“What would happen if one woman told the truth about her life? The world would split open.”
The American poet Muriel Rukeyser wrote this. I used to believe that her sentiment wasn’t true. Be wild, be free, I would say. Now I am more cautious about the welfare of the women I advise. It depends on how public your truth-telling is going to be, I tell them.
And we women do tell the truth. We keep diaries.
I am massively in favour of the writing of diaries. It’s the most democratic thing imaginable. If writing comes awkwardly to you, who’s going to read it and judge? It’s not like a blog or a talkboard where faceless people hiding behind false names attack your grammar, your intelligence and your right to live on this planet.

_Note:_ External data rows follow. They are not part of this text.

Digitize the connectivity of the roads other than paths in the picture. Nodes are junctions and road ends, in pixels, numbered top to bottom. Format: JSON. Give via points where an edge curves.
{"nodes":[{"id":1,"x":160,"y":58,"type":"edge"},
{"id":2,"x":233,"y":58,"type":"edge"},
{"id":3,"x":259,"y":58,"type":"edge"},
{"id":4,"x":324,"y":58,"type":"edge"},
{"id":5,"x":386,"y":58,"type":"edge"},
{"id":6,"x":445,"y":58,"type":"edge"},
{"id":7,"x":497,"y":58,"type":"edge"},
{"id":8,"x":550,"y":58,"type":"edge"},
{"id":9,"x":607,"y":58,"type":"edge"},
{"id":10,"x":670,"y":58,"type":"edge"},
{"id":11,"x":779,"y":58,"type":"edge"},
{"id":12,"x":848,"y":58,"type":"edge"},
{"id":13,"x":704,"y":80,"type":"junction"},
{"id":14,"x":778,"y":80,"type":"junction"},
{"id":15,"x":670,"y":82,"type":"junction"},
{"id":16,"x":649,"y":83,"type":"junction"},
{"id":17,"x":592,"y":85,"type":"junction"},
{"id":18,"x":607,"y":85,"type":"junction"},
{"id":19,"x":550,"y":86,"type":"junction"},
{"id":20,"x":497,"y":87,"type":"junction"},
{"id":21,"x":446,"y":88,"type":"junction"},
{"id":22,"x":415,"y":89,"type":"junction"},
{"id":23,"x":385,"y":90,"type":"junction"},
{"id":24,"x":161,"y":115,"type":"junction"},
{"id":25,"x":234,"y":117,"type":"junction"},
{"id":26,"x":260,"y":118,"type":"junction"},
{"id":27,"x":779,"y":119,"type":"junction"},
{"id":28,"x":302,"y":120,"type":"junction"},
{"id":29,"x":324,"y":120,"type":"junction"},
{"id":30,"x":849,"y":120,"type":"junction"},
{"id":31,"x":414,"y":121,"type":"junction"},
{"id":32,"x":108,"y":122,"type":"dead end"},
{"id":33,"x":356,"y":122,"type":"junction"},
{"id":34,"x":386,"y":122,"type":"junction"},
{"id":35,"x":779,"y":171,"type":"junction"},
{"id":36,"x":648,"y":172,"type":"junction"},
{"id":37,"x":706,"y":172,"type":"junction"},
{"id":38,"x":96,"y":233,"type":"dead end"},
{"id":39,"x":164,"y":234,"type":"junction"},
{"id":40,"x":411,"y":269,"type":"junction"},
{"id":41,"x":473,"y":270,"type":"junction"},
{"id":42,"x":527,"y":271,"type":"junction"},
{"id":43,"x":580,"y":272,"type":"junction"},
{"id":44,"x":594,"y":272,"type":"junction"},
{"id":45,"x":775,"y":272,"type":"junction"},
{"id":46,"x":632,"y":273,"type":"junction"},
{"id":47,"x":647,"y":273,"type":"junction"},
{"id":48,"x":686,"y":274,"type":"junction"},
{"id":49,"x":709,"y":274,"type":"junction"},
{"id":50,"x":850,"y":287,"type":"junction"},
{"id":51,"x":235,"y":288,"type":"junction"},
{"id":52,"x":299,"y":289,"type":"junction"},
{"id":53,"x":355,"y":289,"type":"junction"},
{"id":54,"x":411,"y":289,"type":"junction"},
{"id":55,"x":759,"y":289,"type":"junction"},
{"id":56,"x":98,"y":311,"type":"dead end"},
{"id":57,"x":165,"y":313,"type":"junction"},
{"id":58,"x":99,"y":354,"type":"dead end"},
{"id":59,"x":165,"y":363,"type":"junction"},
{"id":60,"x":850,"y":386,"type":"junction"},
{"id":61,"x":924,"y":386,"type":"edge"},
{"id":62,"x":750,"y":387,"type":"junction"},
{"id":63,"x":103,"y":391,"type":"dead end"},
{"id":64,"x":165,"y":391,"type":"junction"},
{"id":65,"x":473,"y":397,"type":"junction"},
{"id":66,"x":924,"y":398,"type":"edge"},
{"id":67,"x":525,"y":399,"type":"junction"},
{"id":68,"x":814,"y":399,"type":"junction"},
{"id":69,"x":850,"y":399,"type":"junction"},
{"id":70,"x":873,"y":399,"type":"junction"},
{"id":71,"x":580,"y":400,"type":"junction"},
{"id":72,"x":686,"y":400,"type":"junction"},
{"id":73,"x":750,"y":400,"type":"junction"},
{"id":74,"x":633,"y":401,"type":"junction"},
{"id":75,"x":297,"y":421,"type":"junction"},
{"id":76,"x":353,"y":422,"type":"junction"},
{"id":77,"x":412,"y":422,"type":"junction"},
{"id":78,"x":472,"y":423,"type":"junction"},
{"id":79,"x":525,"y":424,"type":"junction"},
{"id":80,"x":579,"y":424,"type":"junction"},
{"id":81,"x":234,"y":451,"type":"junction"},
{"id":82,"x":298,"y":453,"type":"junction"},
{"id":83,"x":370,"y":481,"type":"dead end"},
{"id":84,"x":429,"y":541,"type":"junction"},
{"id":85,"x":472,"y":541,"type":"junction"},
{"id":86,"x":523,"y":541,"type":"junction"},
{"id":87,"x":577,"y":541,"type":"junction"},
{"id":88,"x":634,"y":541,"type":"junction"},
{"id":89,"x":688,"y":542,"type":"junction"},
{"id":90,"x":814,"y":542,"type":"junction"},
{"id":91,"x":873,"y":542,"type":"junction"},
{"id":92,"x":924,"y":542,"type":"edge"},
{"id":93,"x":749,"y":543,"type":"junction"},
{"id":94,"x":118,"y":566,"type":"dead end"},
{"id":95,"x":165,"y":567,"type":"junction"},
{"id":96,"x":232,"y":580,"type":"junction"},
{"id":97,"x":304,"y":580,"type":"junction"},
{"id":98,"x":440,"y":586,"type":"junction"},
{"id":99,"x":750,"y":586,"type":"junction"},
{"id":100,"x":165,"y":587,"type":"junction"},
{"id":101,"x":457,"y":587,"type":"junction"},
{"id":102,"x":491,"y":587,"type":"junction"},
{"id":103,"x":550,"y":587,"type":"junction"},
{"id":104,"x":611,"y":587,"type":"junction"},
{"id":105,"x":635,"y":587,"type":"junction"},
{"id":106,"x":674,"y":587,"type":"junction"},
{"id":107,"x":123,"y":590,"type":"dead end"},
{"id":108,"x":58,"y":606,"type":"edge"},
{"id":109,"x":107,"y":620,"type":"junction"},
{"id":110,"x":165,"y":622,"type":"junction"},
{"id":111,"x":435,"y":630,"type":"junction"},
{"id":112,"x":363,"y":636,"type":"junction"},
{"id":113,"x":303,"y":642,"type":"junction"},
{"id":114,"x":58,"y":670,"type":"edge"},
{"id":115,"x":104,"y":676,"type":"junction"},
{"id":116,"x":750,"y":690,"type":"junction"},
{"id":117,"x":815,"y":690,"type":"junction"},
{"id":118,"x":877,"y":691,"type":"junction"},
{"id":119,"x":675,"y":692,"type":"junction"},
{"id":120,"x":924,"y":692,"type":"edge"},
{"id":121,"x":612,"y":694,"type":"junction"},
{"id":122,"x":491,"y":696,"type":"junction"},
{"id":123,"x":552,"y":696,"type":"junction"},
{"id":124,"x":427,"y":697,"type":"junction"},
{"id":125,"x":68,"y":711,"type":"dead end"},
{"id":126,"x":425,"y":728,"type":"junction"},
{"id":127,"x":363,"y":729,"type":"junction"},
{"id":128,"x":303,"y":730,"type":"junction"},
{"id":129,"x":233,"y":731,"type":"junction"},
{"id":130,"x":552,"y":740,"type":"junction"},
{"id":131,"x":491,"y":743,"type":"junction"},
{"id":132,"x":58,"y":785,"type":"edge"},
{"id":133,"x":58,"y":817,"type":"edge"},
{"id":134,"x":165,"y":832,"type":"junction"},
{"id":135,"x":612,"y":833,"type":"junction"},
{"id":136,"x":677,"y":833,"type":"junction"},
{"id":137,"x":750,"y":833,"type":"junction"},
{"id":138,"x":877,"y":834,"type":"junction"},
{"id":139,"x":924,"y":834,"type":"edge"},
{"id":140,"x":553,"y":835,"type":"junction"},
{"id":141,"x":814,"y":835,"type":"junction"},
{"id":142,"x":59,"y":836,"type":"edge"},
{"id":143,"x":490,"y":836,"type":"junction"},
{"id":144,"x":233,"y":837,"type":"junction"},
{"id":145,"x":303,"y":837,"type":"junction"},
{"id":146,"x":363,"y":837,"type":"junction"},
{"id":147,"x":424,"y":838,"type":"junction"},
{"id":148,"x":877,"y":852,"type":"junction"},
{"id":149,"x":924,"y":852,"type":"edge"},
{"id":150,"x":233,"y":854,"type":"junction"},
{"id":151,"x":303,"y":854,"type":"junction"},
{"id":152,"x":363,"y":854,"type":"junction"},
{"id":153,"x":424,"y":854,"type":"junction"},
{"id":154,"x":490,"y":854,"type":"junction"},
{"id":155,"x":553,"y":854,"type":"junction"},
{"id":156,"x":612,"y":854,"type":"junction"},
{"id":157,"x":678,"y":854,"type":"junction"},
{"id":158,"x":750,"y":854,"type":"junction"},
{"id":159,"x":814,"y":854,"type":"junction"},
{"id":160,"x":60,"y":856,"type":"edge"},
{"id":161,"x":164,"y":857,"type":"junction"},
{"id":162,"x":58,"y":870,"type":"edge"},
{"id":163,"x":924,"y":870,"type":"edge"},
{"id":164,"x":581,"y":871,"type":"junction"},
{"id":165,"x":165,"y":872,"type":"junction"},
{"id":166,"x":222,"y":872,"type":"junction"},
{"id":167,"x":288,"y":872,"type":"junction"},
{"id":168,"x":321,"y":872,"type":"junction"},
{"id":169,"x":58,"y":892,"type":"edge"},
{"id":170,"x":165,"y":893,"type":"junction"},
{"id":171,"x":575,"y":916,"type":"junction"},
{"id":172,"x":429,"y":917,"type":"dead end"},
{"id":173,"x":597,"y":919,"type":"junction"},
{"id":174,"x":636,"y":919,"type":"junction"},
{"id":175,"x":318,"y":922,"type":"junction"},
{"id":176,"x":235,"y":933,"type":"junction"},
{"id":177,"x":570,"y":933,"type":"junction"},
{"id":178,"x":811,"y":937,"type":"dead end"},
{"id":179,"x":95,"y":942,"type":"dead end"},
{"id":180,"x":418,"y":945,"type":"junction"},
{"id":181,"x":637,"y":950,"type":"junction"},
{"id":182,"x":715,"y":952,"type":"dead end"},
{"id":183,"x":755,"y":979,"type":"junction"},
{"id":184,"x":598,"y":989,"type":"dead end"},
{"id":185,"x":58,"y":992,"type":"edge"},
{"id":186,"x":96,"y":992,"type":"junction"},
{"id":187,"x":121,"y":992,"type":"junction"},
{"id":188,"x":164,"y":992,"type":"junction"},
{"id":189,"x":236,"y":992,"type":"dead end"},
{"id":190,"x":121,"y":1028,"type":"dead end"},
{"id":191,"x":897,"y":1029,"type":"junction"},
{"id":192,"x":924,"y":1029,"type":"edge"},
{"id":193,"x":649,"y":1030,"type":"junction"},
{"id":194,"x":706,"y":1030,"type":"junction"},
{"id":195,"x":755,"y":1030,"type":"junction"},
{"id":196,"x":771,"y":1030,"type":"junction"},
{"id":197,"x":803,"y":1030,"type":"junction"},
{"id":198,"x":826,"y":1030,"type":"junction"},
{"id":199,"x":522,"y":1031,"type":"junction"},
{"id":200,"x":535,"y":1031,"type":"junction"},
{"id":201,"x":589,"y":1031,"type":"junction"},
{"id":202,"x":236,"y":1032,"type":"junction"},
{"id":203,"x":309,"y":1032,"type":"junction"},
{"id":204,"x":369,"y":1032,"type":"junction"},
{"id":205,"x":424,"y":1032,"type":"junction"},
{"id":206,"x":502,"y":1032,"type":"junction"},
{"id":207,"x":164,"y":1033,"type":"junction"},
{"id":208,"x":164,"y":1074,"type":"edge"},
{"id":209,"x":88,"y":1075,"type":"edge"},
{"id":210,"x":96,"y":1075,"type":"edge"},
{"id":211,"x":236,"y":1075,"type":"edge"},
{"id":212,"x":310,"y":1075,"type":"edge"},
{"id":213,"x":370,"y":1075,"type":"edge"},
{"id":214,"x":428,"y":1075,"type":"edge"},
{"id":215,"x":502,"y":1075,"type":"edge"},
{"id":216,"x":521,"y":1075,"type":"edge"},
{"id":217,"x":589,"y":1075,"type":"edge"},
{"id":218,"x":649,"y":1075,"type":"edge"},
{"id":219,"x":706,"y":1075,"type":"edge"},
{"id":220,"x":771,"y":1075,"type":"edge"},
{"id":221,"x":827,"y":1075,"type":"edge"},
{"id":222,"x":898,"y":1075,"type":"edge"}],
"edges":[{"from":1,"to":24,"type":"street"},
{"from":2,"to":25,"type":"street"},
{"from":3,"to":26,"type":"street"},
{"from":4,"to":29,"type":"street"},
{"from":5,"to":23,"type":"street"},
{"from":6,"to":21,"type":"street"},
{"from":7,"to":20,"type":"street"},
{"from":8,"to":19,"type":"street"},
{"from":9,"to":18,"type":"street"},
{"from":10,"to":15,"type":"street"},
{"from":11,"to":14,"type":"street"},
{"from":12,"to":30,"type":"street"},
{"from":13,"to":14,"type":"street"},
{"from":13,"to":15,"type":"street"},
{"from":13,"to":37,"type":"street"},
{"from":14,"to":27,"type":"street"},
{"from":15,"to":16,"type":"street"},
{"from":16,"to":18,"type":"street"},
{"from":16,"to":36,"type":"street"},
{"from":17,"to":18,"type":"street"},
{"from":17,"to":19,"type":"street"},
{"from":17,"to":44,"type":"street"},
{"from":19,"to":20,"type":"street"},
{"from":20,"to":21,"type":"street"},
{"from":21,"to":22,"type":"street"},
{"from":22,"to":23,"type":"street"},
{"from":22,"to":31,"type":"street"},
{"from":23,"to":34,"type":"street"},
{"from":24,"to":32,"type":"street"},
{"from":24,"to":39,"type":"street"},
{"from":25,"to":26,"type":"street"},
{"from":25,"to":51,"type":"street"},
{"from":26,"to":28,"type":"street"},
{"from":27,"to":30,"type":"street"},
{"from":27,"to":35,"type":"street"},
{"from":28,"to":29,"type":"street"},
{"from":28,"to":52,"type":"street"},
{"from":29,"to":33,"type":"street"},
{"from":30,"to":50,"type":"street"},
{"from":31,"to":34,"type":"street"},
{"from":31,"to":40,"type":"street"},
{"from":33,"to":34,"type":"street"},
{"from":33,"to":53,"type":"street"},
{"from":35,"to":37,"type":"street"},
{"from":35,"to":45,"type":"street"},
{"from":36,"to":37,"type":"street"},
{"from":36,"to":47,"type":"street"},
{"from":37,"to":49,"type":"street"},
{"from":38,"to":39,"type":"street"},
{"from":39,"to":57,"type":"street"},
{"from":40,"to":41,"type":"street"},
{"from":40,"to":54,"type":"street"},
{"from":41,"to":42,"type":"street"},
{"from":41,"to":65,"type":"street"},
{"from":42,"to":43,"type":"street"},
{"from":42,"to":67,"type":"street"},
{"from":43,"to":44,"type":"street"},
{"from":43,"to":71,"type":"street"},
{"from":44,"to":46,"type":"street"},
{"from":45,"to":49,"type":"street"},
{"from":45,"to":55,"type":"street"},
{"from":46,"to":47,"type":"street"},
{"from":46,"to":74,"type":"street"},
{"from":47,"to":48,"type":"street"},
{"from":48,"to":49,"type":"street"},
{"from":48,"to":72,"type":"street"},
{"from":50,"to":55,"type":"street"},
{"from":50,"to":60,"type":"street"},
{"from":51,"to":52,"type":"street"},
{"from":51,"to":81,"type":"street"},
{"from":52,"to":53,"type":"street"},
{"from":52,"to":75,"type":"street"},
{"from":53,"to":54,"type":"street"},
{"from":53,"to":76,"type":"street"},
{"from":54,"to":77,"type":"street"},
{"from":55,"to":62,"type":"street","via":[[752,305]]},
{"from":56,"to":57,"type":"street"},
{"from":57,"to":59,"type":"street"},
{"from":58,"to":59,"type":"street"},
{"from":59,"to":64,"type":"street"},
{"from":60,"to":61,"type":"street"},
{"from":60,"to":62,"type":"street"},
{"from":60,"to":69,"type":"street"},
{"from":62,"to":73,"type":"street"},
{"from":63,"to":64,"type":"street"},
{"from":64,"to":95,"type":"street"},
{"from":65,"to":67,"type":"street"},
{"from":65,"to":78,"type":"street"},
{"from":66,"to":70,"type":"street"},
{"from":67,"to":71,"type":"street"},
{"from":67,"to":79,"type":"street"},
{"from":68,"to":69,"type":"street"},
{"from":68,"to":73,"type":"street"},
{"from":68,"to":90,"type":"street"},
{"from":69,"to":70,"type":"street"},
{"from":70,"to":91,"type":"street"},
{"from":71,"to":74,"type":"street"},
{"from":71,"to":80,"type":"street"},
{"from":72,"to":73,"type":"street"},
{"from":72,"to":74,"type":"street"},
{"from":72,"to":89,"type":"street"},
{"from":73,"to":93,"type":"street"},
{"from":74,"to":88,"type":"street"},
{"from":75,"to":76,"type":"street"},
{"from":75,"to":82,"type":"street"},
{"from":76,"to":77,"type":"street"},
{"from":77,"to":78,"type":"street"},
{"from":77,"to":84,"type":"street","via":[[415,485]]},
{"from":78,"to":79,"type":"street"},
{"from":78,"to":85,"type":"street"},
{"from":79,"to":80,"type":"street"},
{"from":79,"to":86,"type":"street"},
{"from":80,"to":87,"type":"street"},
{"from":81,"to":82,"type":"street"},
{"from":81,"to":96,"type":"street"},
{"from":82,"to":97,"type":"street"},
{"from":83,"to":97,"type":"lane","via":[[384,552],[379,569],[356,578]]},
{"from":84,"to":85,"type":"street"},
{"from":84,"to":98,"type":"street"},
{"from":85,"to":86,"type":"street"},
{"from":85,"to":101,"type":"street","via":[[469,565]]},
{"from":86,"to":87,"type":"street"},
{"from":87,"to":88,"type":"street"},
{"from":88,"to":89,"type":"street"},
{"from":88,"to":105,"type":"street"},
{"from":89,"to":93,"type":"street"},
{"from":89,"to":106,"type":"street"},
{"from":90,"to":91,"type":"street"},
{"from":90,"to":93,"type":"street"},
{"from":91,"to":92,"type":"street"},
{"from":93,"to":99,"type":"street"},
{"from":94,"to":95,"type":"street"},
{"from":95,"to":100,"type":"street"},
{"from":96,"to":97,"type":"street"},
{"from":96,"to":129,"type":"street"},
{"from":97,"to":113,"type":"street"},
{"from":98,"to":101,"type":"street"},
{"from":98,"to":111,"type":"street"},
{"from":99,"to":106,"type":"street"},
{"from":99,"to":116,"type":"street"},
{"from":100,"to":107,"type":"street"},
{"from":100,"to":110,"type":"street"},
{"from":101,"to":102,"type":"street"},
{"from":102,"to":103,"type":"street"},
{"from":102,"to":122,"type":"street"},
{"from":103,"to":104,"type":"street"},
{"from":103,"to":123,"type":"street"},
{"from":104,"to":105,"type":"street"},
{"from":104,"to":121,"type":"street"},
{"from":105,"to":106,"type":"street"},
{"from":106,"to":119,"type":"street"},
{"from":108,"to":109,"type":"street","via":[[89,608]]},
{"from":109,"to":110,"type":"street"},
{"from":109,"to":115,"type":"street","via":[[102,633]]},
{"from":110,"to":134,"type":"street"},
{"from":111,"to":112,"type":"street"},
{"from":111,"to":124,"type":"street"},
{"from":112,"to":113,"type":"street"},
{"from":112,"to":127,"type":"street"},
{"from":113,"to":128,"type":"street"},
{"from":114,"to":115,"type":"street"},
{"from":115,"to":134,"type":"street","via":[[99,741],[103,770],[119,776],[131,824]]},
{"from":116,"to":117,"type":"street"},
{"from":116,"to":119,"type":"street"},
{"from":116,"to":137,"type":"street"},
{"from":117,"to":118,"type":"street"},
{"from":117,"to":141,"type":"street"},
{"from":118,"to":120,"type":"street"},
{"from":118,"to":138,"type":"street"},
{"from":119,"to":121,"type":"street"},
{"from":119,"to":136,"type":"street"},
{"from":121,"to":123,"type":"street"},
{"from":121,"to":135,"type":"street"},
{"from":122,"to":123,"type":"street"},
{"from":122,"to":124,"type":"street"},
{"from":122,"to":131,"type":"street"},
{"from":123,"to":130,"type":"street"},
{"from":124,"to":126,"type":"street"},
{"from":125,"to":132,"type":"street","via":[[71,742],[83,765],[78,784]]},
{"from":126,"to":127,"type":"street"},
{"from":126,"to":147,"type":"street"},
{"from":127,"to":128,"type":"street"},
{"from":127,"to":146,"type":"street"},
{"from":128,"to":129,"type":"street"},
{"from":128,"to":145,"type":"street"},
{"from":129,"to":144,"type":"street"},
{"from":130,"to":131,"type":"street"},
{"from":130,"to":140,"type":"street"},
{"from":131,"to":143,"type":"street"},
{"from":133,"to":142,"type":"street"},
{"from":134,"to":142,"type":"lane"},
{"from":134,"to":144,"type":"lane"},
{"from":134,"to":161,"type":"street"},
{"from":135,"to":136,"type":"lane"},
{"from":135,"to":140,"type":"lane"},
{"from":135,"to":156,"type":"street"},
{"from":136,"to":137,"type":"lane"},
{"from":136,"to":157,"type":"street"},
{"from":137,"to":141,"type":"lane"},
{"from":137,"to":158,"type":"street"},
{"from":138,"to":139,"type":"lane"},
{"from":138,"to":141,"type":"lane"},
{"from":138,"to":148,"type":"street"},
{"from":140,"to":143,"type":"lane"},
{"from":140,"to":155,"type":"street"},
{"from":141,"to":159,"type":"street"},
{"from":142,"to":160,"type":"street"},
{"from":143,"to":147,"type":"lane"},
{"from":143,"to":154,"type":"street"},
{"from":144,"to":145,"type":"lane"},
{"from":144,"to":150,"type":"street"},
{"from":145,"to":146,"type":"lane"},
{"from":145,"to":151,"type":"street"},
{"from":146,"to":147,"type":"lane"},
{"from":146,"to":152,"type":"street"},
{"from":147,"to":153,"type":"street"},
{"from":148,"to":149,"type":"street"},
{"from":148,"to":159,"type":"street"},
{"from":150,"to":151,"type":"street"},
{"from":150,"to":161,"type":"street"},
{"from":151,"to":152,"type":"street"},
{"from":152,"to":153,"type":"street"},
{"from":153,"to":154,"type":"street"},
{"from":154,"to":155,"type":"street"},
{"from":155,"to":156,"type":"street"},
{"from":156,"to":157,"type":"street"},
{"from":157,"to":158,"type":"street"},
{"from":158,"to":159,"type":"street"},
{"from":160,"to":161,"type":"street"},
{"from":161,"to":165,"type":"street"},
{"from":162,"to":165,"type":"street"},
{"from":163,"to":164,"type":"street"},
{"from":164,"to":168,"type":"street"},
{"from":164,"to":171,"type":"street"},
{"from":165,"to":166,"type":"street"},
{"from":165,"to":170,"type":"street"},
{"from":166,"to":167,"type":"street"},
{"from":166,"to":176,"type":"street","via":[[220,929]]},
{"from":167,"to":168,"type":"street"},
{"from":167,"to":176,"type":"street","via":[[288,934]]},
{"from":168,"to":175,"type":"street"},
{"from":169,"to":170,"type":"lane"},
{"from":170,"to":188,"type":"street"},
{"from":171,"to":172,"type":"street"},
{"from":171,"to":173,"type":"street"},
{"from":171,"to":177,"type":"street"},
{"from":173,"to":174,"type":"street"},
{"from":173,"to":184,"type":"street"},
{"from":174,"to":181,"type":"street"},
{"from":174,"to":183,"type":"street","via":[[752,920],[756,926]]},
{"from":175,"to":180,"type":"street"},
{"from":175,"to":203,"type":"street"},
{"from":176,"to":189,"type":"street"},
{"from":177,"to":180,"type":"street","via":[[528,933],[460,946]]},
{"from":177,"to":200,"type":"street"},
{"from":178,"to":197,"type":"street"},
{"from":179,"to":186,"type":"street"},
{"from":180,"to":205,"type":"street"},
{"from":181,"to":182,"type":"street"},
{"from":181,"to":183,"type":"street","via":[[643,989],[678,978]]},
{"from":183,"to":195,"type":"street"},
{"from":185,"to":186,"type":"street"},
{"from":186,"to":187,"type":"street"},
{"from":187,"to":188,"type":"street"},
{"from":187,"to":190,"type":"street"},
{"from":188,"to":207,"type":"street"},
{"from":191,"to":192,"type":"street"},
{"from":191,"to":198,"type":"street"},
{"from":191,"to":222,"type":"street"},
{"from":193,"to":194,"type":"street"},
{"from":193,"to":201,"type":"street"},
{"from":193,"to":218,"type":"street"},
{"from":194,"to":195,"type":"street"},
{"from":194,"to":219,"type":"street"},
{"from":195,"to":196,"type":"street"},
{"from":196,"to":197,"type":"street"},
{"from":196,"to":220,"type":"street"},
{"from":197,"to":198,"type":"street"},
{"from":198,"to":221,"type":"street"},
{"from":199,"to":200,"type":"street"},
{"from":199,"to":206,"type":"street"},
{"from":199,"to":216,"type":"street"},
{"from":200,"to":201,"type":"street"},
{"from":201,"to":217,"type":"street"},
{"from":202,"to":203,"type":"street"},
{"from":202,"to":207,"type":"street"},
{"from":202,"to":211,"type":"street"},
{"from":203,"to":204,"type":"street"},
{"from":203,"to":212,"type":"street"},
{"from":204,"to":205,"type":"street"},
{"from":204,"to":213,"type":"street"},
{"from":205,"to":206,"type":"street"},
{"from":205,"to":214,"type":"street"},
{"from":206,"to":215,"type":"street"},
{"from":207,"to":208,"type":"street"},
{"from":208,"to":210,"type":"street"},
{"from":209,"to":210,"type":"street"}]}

In a diary you can write any damn thing you please because anyone who reads it without permission knows they have done a loathsome thing. They’ll have to live with the slimy intrusion. All you did was whisper the truth to yourself.
Oh, the heaven of diaries. Especially for women, who are told that they must be measured and tactful, and keep their faces as blank as Hillary Clinton’s when she is asked a tough question.
Here’s my manual on diary-keeping. You can write about events if you wish, whether painful or full of joy. Or you can write about your feelings, although I promise you this will be fantastically dull when you read it years later, mainly because your feelings won’t have changed. Still, it’s educational.
Or you could simply write an observational diary about things you have seen and heard. I have been enthralled in the past year by the revelations of the Mass Observation project, now being published at a great rate. Mass Observation was a scheme dreamed up in Britain in 1937 to record daily life, to create “an anthropology of ourselves.” Avoiding big events and rich people, the British government wanted a tapestry of ordinary life. So it set up a team of observers and a group of volunteers to record what they saw and heard each day. This is the seventieth anniversary of its founding and jewels keep tumbling out of the archives. Amazingly, the project has continued to this day.
The key to Mass Observation was that the diaries had to be utterly truthful. Now, in this new millennium, I read that on Sept. 28, 1946, Maggie Joy Blunt, 35, a secretary in a metal factory, inveterate smoker and fine writer, wrote that she backed a change in the laws banning abortion. “Have heard of three in the past year. One, the woman was sufficiently well-off to have it done safely in a private nursing home. The other two, unknown to each other in London, had to have unskilled help in the most sordid circumstances and went through such agony. . . . It certainly isn’t fair that safe abortion is available only to enlightened women with long purses.” (Sixty-one years later, women in New Brunswick are still fighting this battle. I recently made a speech to Fredericton law students on this very matter. It’s good to know I would have had Maggie Joy’s backing.)
Nella Last, working-class mother, wrote her Mass Observation diary for 30 years. It has just been published as Nella Last’s War. Among Nella’s many battles is a quarrel with another woman at the Red Cross Centre where she works. The woman is domineering and jealous of Nella, and they finally have it out in a spitting argument. Fast-forward to 2007 and office life hasn’t changed.
It’s a balm to my soul to read Nella’s diary and it clearly gave her enormous comfort to write it. So why not learn from the Mass Observation triumph? Let’s all write diaries, without artful evasions of the truth. The older diaries describe a life without “supermarkets, highways, tea bags, frozen food, microwaves, dishwashers, CDs, computers, mobiles, duvets, birth-control pills, or Starbucks,” as one historian remarks with awe. And yet the women’s thoughts and feelings ring as clear and true today. If they were alive, they would be our girlfriends.
Get started on that diary. Just write to please yourself and make yourself laugh, as Helen “Bridget Jones” Fielding advises. Words are free.